EXERCISE
For the records that follow, restate each one word for word and leave the images behind.
═════ DATA IN THIS EXERCISE
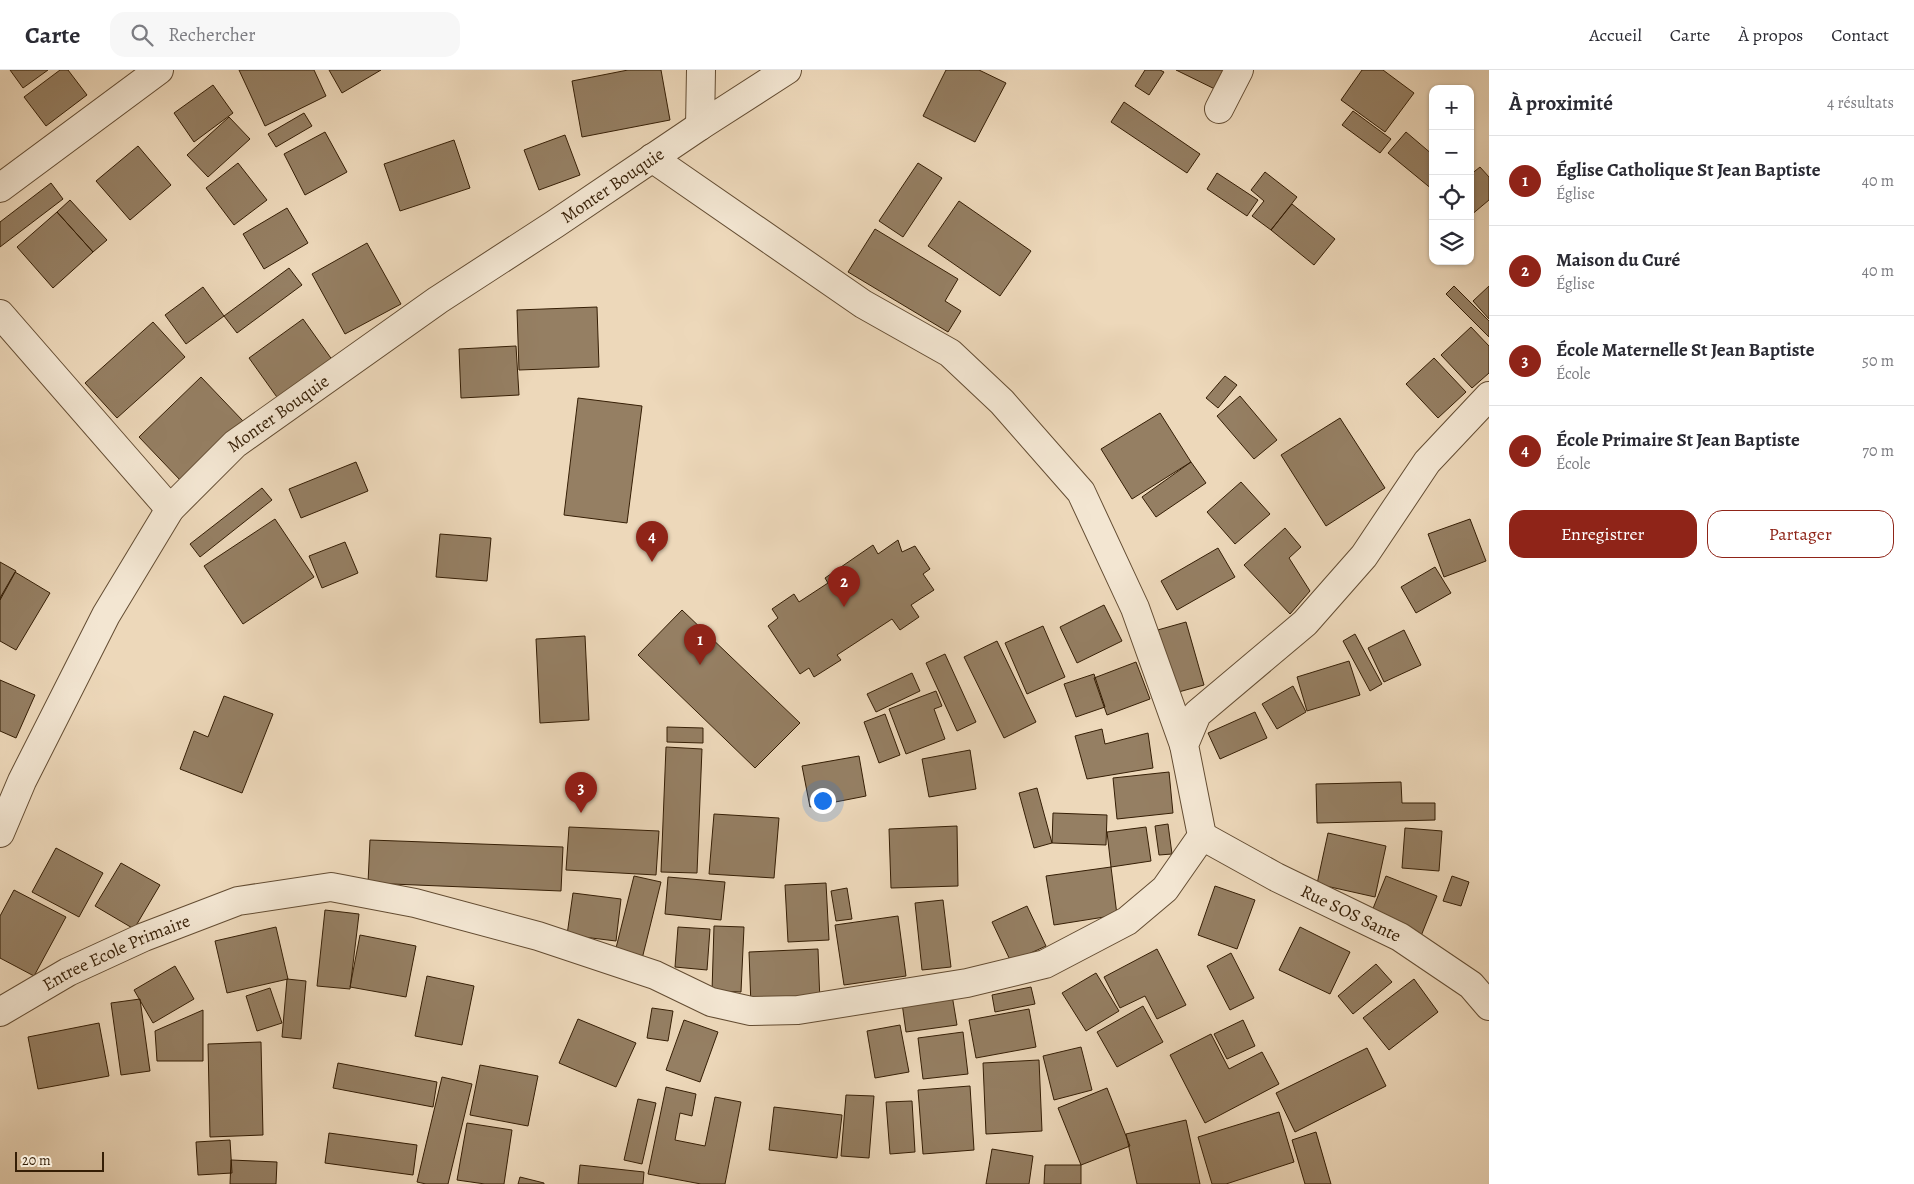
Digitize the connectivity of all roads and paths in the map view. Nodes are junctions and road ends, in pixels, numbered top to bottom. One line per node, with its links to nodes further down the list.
1 (158, 70): 8 (street)
2 (701, 70): 6 (street)
3 (788, 70): 6 (street, Monter Bouquie)
4 (1239, 70): 5 (street)
5 (1219, 109)
6 (700, 126): 7 (street, Monter Bouquie)
7 (652, 158): 11 (street, Monter Bouquie); 12 (street)
8 (0, 188)
9 (0, 314): 11 (street)
10 (1489, 396): 12 (street)
11 (170, 509): 13 (street, Monter Bouquie)
12 (1184, 745): 14 (street)
13 (0, 833)
14 (1202, 836): 15 (street, Rue SOS Sante); 16 (street, Entree Ecole Primaire)
15 (1489, 1006)
16 (0, 1012)

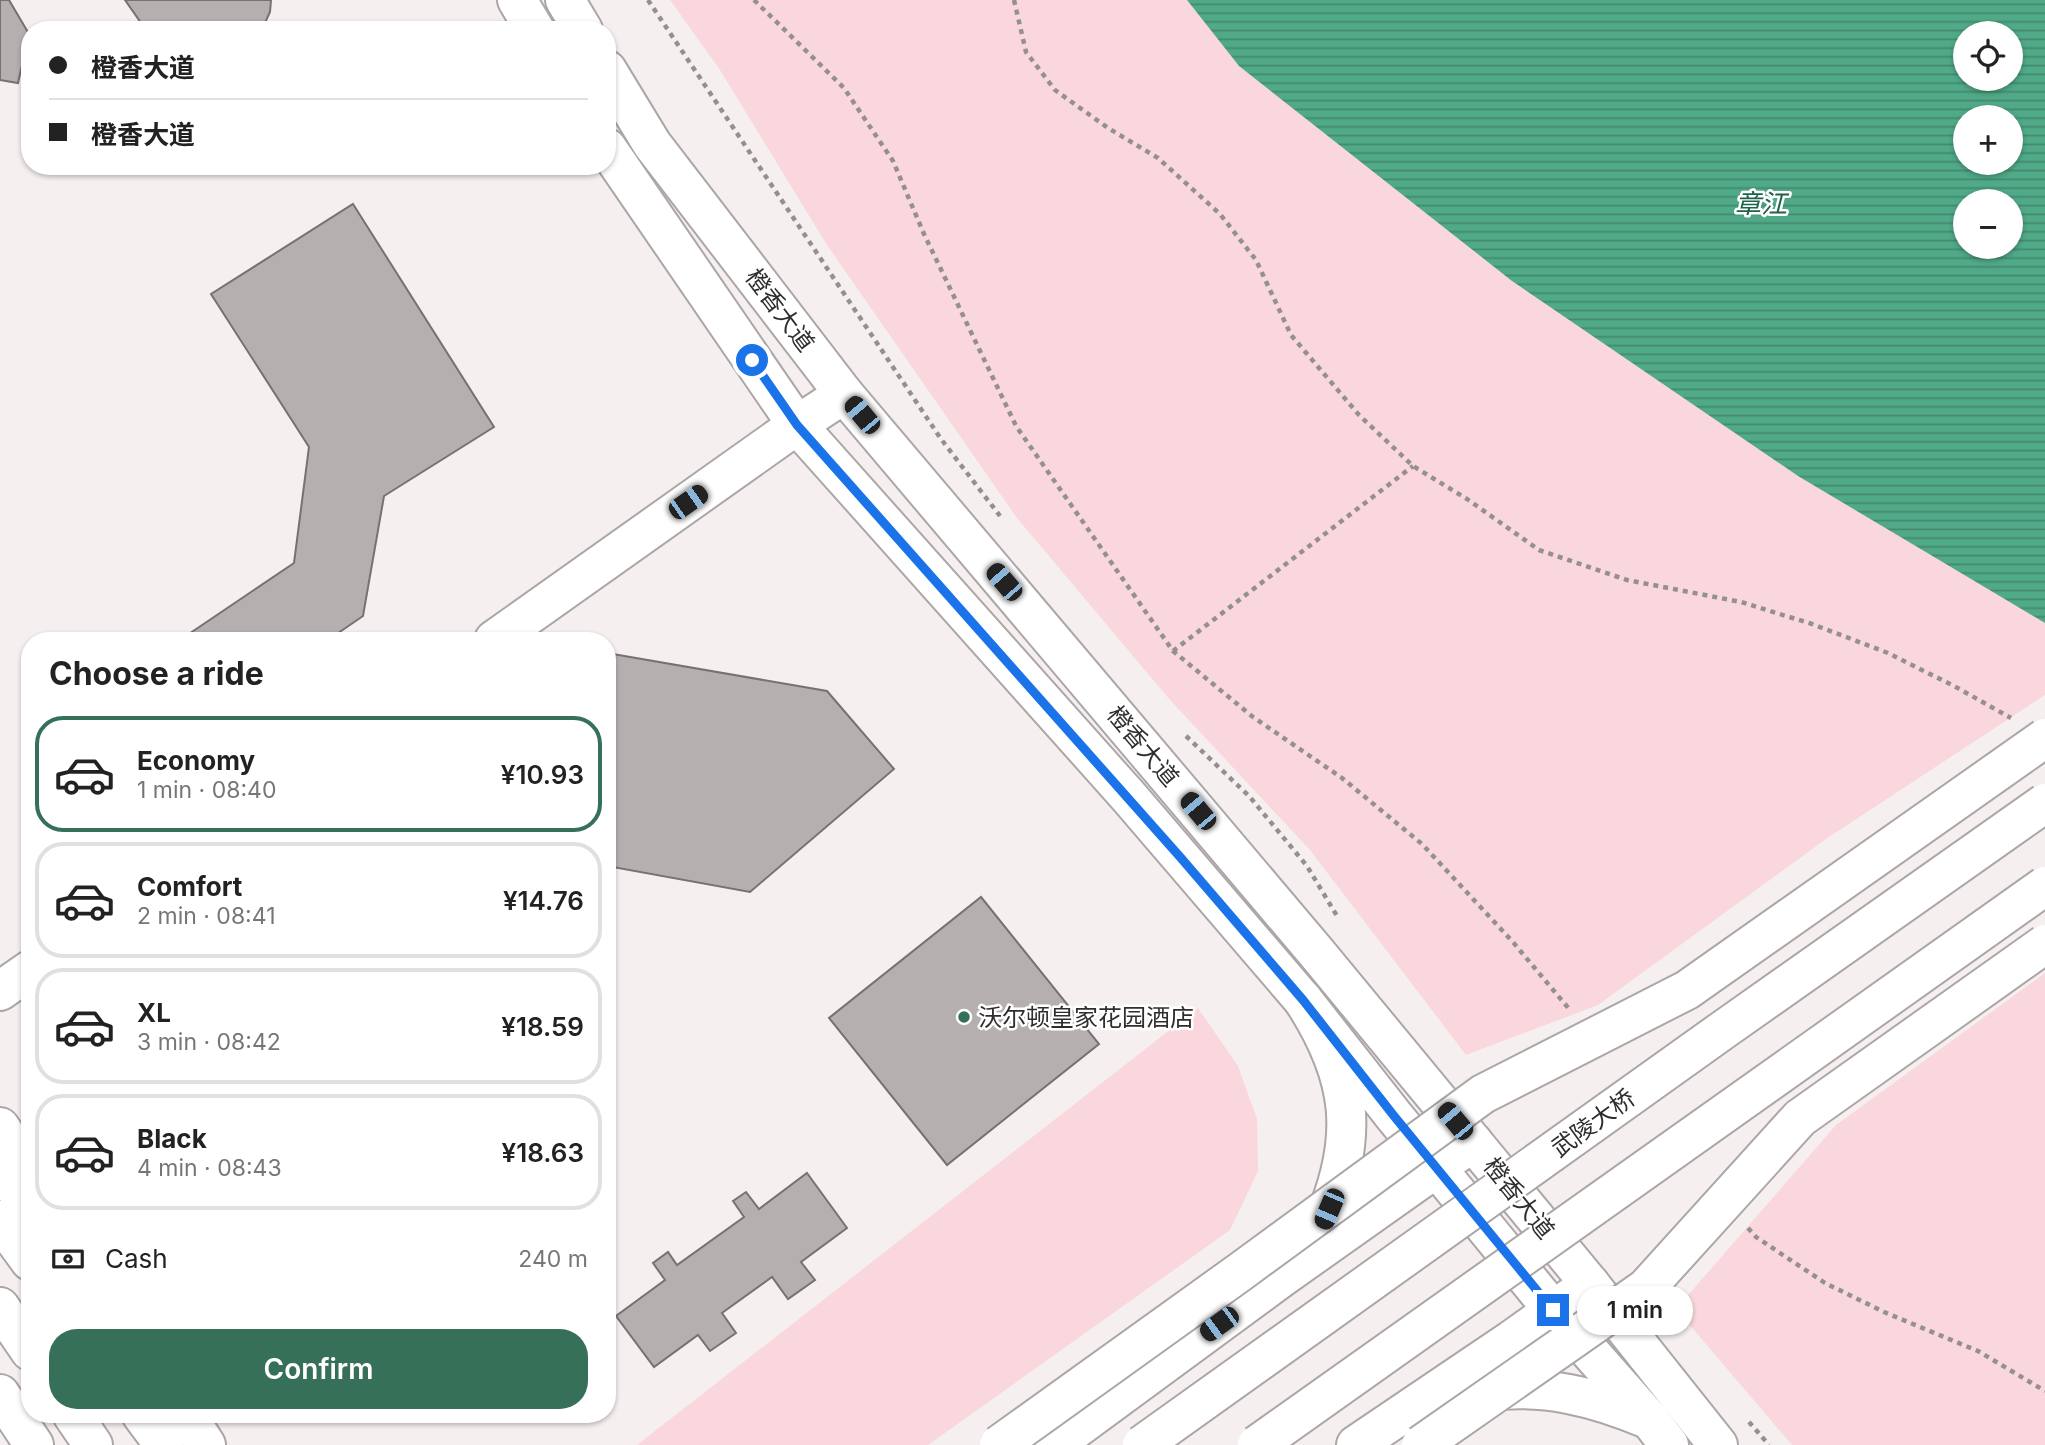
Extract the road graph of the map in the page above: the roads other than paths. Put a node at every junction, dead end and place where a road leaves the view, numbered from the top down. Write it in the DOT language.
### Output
══════════
TASK RESPONSE
Digitize the connectivity of all roads and paths in the map view. Nodes are junctions and road ends, in pixels, numbered top to bottom. One line per node, with its links to nodes further down the list.
1 (158, 70): 8 (street)
2 (701, 70): 6 (street)
3 (788, 70): 6 (street, Monter Bouquie)
4 (1239, 70): 5 (street)
5 (1219, 109)
6 (700, 126): 7 (street, Monter Bouquie)
7 (652, 158): 11 (street, Monter Bouquie); 12 (street)
8 (0, 188)
9 (0, 314): 11 (street)
10 (1489, 396): 12 (street)
11 (170, 509): 13 (street, Monter Bouquie)
12 (1184, 745): 14 (street)
13 (0, 833)
14 (1202, 836): 15 (street, Rue SOS Sante); 16 (street, Entree Ecole Primaire)
15 (1489, 1006)
16 (0, 1012)

Extract the road graph of the map in the page above: the roads other than paths. Put a node at every junction, dead end and place where a road leaves the view, numbered from the top down. Write it in the DOT language.
### Output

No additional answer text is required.